Stored items:
________________________________________
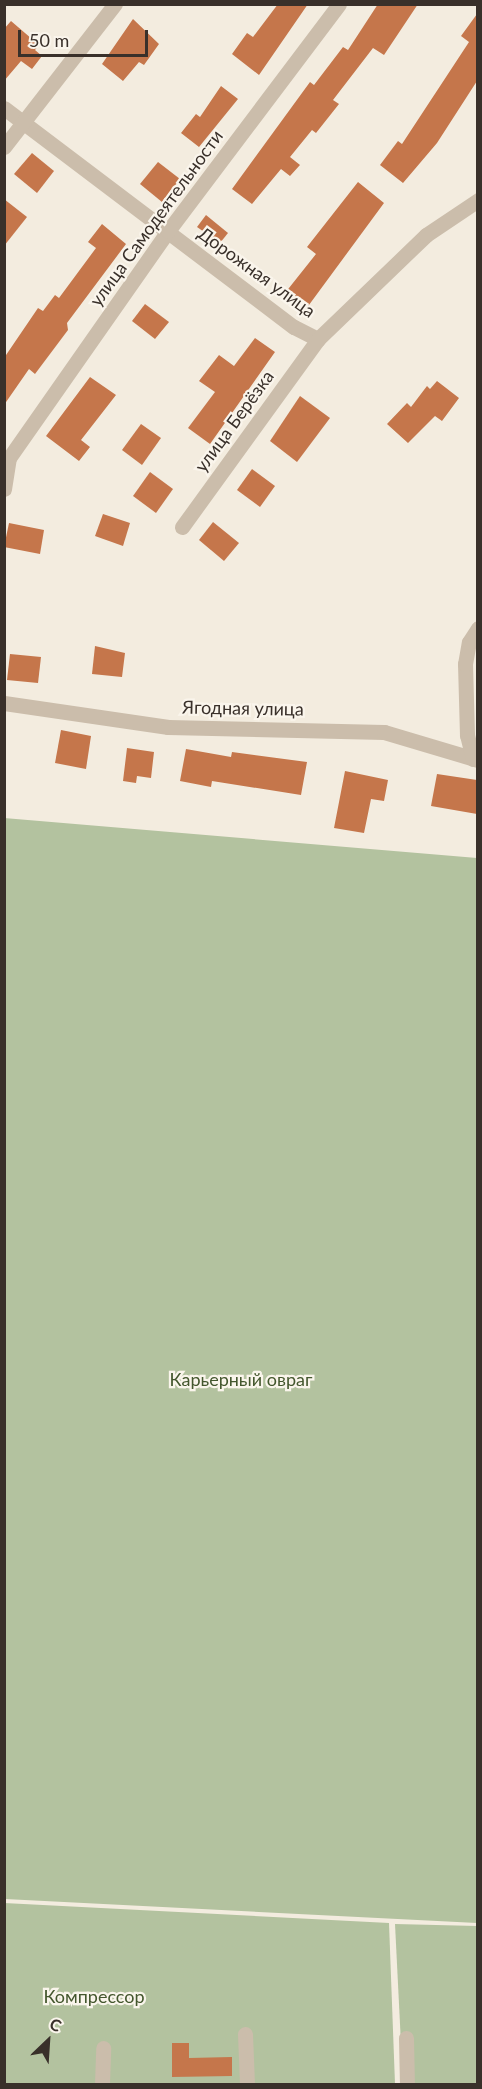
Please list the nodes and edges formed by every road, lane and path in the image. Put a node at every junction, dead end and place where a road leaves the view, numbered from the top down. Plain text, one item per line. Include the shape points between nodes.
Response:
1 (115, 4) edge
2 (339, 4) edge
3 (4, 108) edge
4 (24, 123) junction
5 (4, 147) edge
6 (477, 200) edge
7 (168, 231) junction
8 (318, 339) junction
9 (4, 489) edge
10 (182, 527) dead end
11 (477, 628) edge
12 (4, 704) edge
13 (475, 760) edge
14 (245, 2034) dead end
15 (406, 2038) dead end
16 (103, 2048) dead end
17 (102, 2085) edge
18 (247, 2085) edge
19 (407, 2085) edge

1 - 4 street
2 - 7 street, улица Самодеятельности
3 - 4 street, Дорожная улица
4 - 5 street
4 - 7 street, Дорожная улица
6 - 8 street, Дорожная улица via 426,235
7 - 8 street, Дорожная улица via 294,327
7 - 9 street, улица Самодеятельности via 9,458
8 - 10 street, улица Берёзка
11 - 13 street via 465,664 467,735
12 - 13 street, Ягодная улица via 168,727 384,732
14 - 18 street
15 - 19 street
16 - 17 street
________________________________________
● **Task details**: Give back every record above exactly as written, skipping each picture.

● **Output for this exercise**:
Please list the nodes and edges formed by every road, lane and path in the image. Put a node at every junction, dead end and place where a road leaves the view, numbered from the top down. Plain text, one item per line. Include the shape points between nodes.
Response:
1 (115, 4) edge
2 (339, 4) edge
3 (4, 108) edge
4 (24, 123) junction
5 (4, 147) edge
6 (477, 200) edge
7 (168, 231) junction
8 (318, 339) junction
9 (4, 489) edge
10 (182, 527) dead end
11 (477, 628) edge
12 (4, 704) edge
13 (475, 760) edge
14 (245, 2034) dead end
15 (406, 2038) dead end
16 (103, 2048) dead end
17 (102, 2085) edge
18 (247, 2085) edge
19 (407, 2085) edge

1 - 4 street
2 - 7 street, улица Самодеятельности
3 - 4 street, Дорожная улица
4 - 5 street
4 - 7 street, Дорожная улица
6 - 8 street, Дорожная улица via 426,235
7 - 8 street, Дорожная улица via 294,327
7 - 9 street, улица Самодеятельности via 9,458
8 - 10 street, улица Берёзка
11 - 13 street via 465,664 467,735
12 - 13 street, Ягодная улица via 168,727 384,732
14 - 18 street
15 - 19 street
16 - 17 street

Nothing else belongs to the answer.